Irina "Ira" Risenzon-Nahmany ( Risenzon, ; born 14 January 1988) is a retired Hungarian-born Israeli rhythmic gymnast. She is the 2008 Grand Prix Final all-around bronze medalist.

Early and personal life
Irina Risenzon was born in Hungary, then her parents along with her older brother Yuri and she moved to Ukraine, and then they immigrated to Israel when she was 9 year olds.
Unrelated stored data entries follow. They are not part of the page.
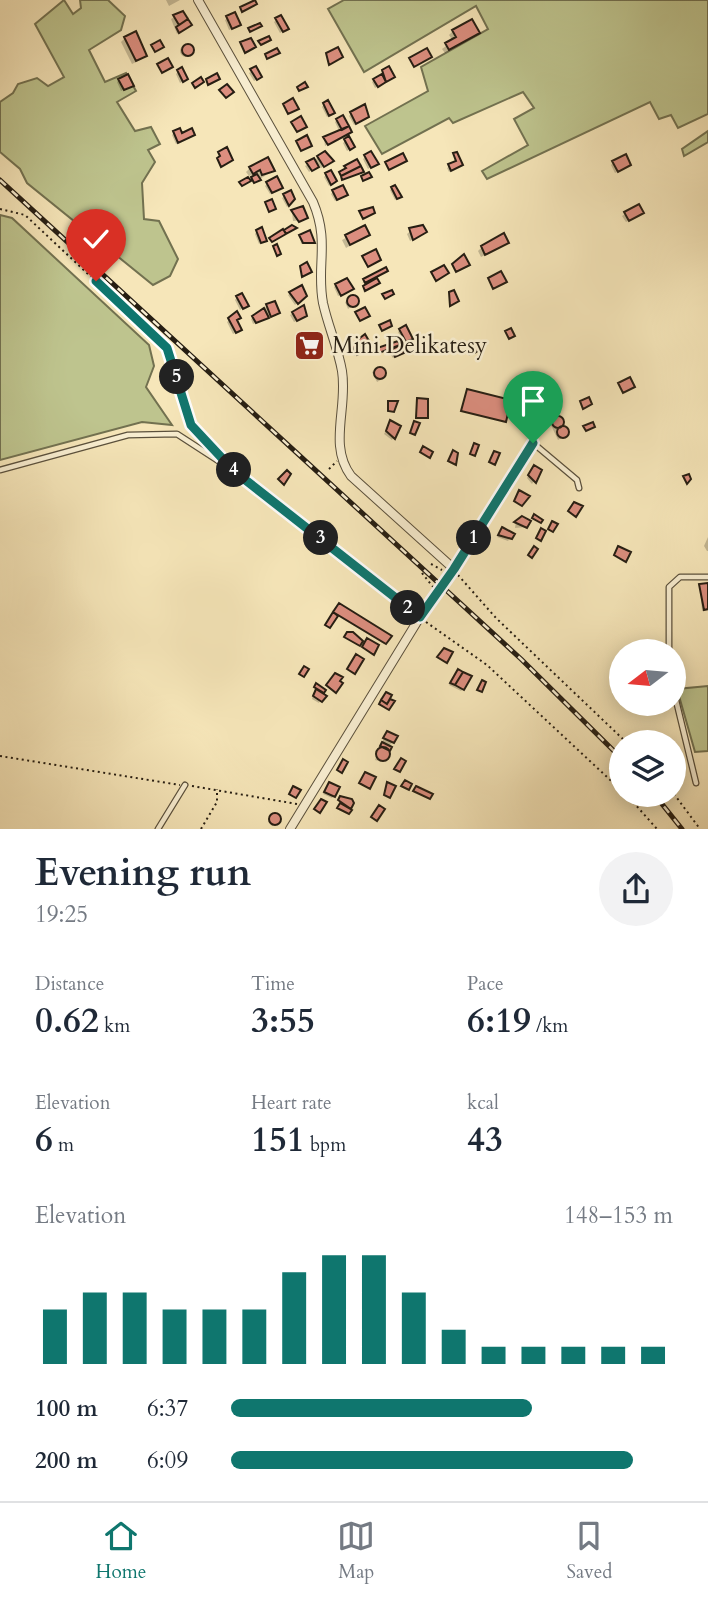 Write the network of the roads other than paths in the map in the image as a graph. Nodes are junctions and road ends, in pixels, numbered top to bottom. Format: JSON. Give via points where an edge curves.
{"nodes":[{"id":1,"x":198,"y":0,"type":"edge"},
{"id":2,"x":0,"y":470,"type":"edge"},
{"id":3,"x":579,"y":488,"type":"dead end"},
{"id":4,"x":454,"y":569,"type":"junction"},
{"id":5,"x":708,"y":577,"type":"edge"},
{"id":6,"x":420,"y":617,"type":"junction"},
{"id":7,"x":669,"y":639,"type":"edge"},
{"id":8,"x":680,"y":716,"type":"edge"},
{"id":9,"x":696,"y":783,"type":"dead end"},
{"id":10,"x":185,"y":785,"type":"road end"},
{"id":11,"x":158,"y":829,"type":"edge"},
{"id":12,"x":290,"y":829,"type":"edge"}],
"edges":[{"from":1,"to":4,"type":"street","via":[[322,223],[323,301],[342,372],[340,458],[351,476]]},
{"from":2,"to":6,"type":"lane","via":[[128,435],[177,434],[234,471]]},
{"from":3,"to":4,"type":"lane","via":[[577,480],[533,443]]},
{"from":4,"to":6,"type":"street"},
{"from":5,"to":7,"type":"lane","via":[[680,578],[669,586]]},
{"from":6,"to":12,"type":"street"},
{"from":8,"to":9,"type":"lane"},
{"from":10,"to":11,"type":"lane"}]} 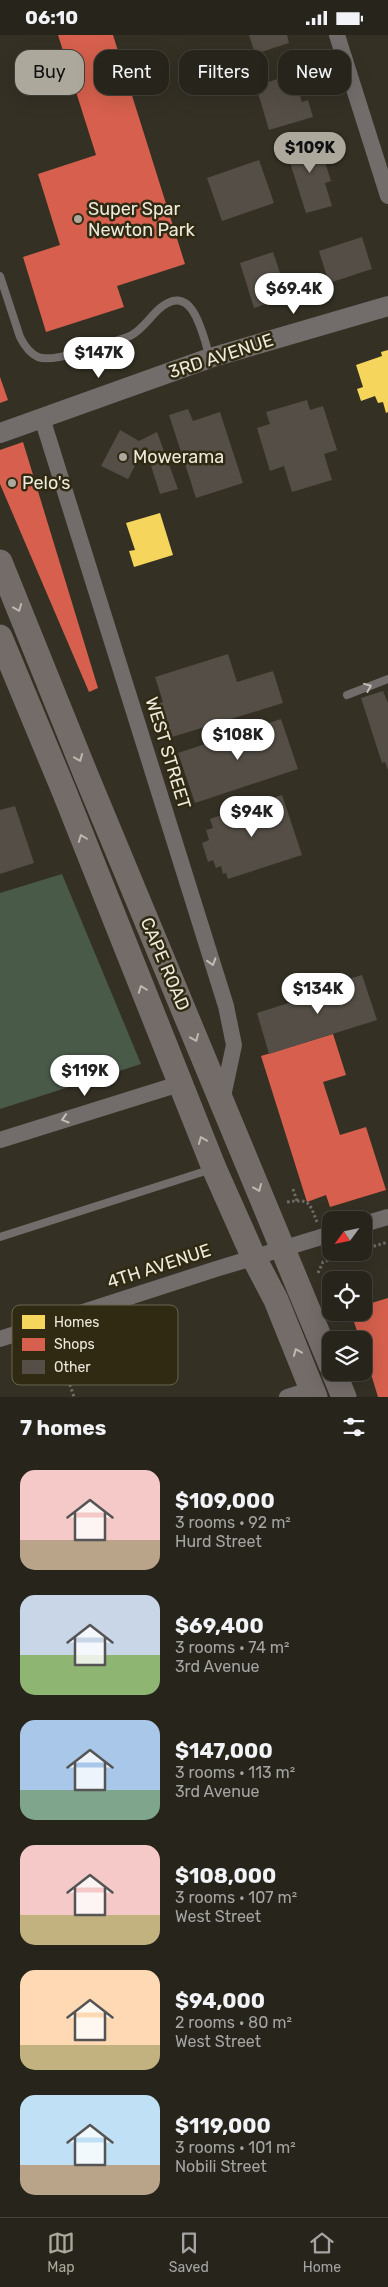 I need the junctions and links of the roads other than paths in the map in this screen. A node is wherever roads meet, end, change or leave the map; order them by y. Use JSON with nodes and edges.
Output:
{"nodes":[{"id":1,"x":338,"y":35,"type":"edge"},
{"id":2,"x":388,"y":196,"type":"edge"},
{"id":3,"x":0,"y":276,"type":"edge"},
{"id":4,"x":388,"y":306,"type":"edge"},
{"id":5,"x":210,"y":358,"type":"junction"},
{"id":6,"x":42,"y":418,"type":"junction"},
{"id":7,"x":0,"y":433,"type":"edge"},
{"id":8,"x":0,"y":563,"type":"edge"},
{"id":9,"x":0,"y":637,"type":"edge"},
{"id":10,"x":388,"y":679,"type":"edge"},
{"id":11,"x":347,"y":695,"type":"dead end"},
{"id":12,"x":179,"y":1084,"type":"junction"},
{"id":13,"x":222,"y":1103,"type":"junction"},
{"id":14,"x":0,"y":1140,"type":"edge"},
{"id":15,"x":214,"y":1168,"type":"junction"},
{"id":16,"x":388,"y":1217,"type":"edge"},
{"id":17,"x":372,"y":1218,"type":"edge"},
{"id":18,"x":0,"y":1237,"type":"edge"},
{"id":19,"x":322,"y":1237,"type":"edge"},
{"id":20,"x":284,"y":1249,"type":"junction"},
{"id":21,"x":254,"y":1258,"type":"junction"},
{"id":22,"x":107,"y":1305,"type":"edge"},
{"id":23,"x":12,"y":1335,"type":"edge"},
{"id":24,"x":0,"y":1339,"type":"edge"},
{"id":25,"x":322,"y":1343,"type":"edge"},
{"id":26,"x":337,"y":1381,"type":"edge"},
{"id":27,"x":313,"y":1393,"type":"edge"},
{"id":28,"x":287,"y":1397,"type":"edge"},
{"id":29,"x":344,"y":1397,"type":"edge"}],
"edges":[{"from":1,"to":2,"type":"street"},
{"from":3,"to":5,"type":"lane"},
{"from":4,"to":5,"type":"street","name":"3RD AVENUE"},
{"from":5,"to":6,"type":"street","name":"3RD AVENUE"},
{"from":6,"to":7,"type":"street","name":"3RD AVENUE"},
{"from":6,"to":13,"type":"street","name":"WEST STREET","one_way":true},
{"from":8,"to":13,"type":"main road","name":"CAPE ROAD","one_way":true},
{"from":12,"to":9,"type":"main road","name":"CAPE ROAD","one_way":true},
{"from":11,"to":10,"type":"lane","one_way":true},
{"from":12,"to":14,"type":"street","one_way":true},
{"from":15,"to":12,"type":"main road","name":"CAPE ROAD","one_way":true},
{"from":13,"to":20,"type":"main road","name":"CAPE ROAD","one_way":true},
{"from":15,"to":18,"type":"lane"},
{"from":15,"to":21,"type":"main road","name":"CAPE ROAD"},
{"from":16,"to":17,"type":"street"},
{"from":19,"to":20,"type":"street","name":"4TH AVENUE"},
{"from":20,"to":21,"type":"street","name":"4TH AVENUE"},
{"from":20,"to":25,"type":"main road","name":"CAPE ROAD"},
{"from":21,"to":22,"type":"street","name":"4TH AVENUE"},
{"from":27,"to":21,"type":"main road","name":"CAPE ROAD","one_way":true},
{"from":23,"to":24,"type":"street","name":"4TH AVENUE"},
{"from":26,"to":29,"type":"main road"},
{"from":27,"to":28,"type":"street"}]}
They resided in Hadera, Israel.

In 2011 she went through a conversion to Judaism.

She married Dave Nahmany on 18 July 2011, and they have 2 daughters, and reside in Hod HaSharon, Israel.

Career 

Risenzon is coached by Ira Vigdorchik of Maccabi Holon.

Risenzon had her highest placement at the 2009 World Championships held in Mie, Japan finishing 6th in All-around and at the 2008 European Championships in Torino, Italy finishing 8th in All-around. She competed on behalf of Israel at the 2008 Summer Olympics in Beijing, China, placing 9th in the individual all-around competition. She won the All-around bronze medal at the 2008 Grand Prix Final in Bratislava, Slovakia.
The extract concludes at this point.